**What to work on:**
Wherever the word "Πίνδου" shows up in the data, report the line it sits in.

**Records provided:**

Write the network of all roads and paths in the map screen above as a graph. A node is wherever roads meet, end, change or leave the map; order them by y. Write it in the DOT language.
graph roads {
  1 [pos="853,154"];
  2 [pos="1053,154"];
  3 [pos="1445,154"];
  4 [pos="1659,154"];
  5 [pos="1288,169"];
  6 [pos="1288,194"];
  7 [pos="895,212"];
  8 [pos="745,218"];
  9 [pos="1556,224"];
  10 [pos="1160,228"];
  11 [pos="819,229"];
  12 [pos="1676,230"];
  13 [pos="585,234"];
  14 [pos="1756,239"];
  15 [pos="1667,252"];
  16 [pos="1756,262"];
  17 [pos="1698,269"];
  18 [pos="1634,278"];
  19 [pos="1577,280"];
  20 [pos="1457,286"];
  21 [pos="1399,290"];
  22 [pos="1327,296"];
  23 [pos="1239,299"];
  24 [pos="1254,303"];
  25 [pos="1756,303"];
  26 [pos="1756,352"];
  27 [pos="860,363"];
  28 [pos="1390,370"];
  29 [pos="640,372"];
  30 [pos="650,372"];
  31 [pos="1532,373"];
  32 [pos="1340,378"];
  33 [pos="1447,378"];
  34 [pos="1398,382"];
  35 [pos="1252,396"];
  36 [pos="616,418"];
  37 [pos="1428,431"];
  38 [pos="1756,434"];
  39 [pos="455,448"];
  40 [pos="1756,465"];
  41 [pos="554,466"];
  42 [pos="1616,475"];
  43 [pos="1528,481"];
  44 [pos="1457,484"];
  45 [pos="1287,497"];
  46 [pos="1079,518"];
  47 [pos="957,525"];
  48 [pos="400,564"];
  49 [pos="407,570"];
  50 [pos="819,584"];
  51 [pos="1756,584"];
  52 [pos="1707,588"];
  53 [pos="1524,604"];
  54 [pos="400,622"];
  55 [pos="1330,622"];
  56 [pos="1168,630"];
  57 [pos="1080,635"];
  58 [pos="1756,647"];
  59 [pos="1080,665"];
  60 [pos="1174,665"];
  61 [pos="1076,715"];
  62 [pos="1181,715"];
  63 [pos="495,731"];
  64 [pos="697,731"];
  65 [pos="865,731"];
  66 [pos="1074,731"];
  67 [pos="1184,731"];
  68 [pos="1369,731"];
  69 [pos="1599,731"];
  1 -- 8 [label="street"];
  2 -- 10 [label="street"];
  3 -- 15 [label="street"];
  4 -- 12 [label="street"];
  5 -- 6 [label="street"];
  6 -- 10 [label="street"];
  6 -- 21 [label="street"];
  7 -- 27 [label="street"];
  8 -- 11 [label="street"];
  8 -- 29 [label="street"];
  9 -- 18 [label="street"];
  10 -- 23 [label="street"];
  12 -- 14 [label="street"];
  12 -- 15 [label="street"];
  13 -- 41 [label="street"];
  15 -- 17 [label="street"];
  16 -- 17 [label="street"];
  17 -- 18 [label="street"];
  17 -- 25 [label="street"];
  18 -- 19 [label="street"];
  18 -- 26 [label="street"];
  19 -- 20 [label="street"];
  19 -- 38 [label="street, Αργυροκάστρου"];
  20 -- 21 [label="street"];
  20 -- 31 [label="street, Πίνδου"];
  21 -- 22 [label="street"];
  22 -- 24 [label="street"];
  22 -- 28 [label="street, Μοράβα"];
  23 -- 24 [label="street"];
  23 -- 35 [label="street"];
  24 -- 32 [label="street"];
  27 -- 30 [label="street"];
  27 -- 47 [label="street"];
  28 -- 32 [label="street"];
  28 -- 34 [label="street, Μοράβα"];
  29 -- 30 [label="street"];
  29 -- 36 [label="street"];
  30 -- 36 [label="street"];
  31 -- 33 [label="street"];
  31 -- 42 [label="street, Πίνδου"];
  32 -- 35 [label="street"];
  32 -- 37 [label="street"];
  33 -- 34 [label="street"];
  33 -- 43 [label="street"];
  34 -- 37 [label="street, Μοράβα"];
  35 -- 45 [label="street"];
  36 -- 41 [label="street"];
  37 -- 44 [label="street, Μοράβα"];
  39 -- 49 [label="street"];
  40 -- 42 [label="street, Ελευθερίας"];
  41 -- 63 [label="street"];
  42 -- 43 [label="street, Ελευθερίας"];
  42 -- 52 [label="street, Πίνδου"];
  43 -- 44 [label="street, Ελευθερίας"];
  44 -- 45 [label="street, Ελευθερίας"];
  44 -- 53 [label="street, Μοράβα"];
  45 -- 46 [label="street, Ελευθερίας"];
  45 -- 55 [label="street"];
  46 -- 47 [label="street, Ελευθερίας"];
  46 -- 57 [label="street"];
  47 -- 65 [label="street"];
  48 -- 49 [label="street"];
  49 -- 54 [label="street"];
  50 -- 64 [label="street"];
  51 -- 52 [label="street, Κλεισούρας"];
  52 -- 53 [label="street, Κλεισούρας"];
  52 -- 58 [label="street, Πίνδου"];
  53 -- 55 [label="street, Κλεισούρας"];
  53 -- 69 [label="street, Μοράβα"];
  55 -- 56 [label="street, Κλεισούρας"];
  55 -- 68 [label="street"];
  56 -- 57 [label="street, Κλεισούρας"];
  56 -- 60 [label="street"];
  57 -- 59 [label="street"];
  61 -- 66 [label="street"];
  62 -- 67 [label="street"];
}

**Finished exercise:**
  20 -- 31 [label="street, Πίνδου"];
  31 -- 42 [label="street, Πίνδου"];
  42 -- 52 [label="street, Πίνδου"];
  52 -- 58 [label="street, Πίνδου"];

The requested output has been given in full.